Re: Biblical Hebrew (U+034F Combining Grapheme Joiner works)

John Hudson Sat, 28 Jun 2003 00:33:33 -0700

At 07:10 PM 6/27/2003, Kenneth Whistler wrote:

Why? The point is that:

<patah, CGJ, hiriq>

is one thing, and

<hiriq, CGJ, patah>

is another. You *want* those sequences to be distinct, right? Even
if the text has been normalized, right? That was the whole
problem with:

   <patah, hiriq>
   <hiriq, patah>

which are canonically equivalent, since they both normalize to:

<hiriq, patah>

So the CGJ *is* significant for searching (and sorting). If you
want one sequence, you search for <patah, CGJ, hiriq>, if you
want the other, you search for <hiriq, CGJ, patah>. If you
don't care, and want to find either, *then* you strip out the
CGJ and normalize before comparison.

I think Peter's point may be that scholar searching for patah followed by hiriq are most likely to search for <patah, hiriq>, and frankly who can blame them? This is what they see in the printed text, and it is what, hopefully, they would be able to input.
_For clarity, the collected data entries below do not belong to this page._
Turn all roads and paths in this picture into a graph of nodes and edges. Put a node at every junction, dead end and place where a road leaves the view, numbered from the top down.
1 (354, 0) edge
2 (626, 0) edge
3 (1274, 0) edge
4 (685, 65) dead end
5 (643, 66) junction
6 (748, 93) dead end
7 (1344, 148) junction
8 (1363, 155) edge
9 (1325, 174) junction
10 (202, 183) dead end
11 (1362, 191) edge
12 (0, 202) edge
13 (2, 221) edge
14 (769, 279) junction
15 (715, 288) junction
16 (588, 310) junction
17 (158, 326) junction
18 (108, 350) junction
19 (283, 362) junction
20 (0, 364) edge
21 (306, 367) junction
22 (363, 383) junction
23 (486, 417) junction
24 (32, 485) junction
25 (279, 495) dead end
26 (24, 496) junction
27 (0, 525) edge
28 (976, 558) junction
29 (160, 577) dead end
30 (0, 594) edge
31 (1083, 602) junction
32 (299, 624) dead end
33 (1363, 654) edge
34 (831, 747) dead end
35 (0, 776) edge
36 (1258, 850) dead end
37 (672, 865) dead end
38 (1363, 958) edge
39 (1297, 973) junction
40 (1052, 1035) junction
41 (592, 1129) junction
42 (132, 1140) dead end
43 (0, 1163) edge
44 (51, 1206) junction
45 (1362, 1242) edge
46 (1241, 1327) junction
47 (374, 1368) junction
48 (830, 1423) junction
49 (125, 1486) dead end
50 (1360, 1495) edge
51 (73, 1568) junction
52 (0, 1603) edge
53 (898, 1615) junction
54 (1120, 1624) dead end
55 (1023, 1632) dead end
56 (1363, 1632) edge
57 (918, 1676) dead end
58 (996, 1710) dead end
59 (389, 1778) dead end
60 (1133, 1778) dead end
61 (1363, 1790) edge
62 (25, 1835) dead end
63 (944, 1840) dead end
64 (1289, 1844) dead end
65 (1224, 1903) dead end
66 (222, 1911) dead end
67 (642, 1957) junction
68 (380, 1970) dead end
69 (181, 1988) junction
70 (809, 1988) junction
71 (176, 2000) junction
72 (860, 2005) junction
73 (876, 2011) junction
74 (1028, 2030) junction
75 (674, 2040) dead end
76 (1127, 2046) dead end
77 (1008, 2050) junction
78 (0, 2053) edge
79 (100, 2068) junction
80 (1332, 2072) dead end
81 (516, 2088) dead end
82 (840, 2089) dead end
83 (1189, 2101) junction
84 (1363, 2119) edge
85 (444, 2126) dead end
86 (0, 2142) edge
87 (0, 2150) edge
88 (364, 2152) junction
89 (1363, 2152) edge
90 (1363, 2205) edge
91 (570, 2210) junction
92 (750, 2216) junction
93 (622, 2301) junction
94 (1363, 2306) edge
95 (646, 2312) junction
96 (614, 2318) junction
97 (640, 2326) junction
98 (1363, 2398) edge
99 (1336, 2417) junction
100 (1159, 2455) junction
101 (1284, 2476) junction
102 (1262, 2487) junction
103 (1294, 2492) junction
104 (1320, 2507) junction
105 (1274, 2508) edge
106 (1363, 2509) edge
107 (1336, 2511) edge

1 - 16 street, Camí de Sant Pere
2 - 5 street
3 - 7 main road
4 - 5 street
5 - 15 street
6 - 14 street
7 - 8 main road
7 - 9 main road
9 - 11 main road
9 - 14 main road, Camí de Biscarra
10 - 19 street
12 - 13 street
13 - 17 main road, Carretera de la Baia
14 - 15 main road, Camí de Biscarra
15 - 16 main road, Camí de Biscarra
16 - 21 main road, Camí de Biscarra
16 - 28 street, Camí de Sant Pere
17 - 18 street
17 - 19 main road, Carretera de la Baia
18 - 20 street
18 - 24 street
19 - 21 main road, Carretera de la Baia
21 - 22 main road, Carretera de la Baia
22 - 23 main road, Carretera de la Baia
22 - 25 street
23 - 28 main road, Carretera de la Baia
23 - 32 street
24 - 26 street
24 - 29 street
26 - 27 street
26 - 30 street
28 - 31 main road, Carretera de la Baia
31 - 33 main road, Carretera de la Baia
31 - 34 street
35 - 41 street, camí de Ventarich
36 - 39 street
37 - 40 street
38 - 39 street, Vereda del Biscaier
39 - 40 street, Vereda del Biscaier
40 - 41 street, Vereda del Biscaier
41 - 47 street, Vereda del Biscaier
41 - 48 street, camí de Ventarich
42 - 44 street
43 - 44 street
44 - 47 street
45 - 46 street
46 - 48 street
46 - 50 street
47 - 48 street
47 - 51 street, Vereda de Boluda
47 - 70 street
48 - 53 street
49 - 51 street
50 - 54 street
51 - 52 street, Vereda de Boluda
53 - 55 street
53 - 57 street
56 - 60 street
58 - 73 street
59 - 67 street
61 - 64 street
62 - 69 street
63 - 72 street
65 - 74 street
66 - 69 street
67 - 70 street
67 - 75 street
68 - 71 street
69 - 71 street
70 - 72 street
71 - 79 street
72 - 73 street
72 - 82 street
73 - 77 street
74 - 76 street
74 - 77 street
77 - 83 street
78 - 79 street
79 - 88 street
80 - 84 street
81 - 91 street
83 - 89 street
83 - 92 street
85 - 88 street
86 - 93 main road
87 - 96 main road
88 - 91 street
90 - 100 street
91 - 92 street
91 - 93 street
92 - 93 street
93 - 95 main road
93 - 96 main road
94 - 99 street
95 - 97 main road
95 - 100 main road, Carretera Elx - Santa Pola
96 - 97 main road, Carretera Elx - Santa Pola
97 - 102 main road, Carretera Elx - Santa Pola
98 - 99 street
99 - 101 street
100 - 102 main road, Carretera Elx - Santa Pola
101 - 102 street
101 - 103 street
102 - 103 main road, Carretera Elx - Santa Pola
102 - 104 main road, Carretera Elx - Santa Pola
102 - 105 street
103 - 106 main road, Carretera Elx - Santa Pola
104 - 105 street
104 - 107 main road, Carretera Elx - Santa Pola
So again we're looking at a solution that is only as attractive as the ability to hide it from users.

I am working on some exhaustive documentation of the normalisation problems affecting Hebrew mark ordering, which will ensure that we have a good grasp of the extent of the problem and a clear view of all the permutations that need to be taken into account by any solution.

John Hudson

Tiro Typeworks          www.tiro.com
Vancouver, BC           [EMAIL PROTECTED]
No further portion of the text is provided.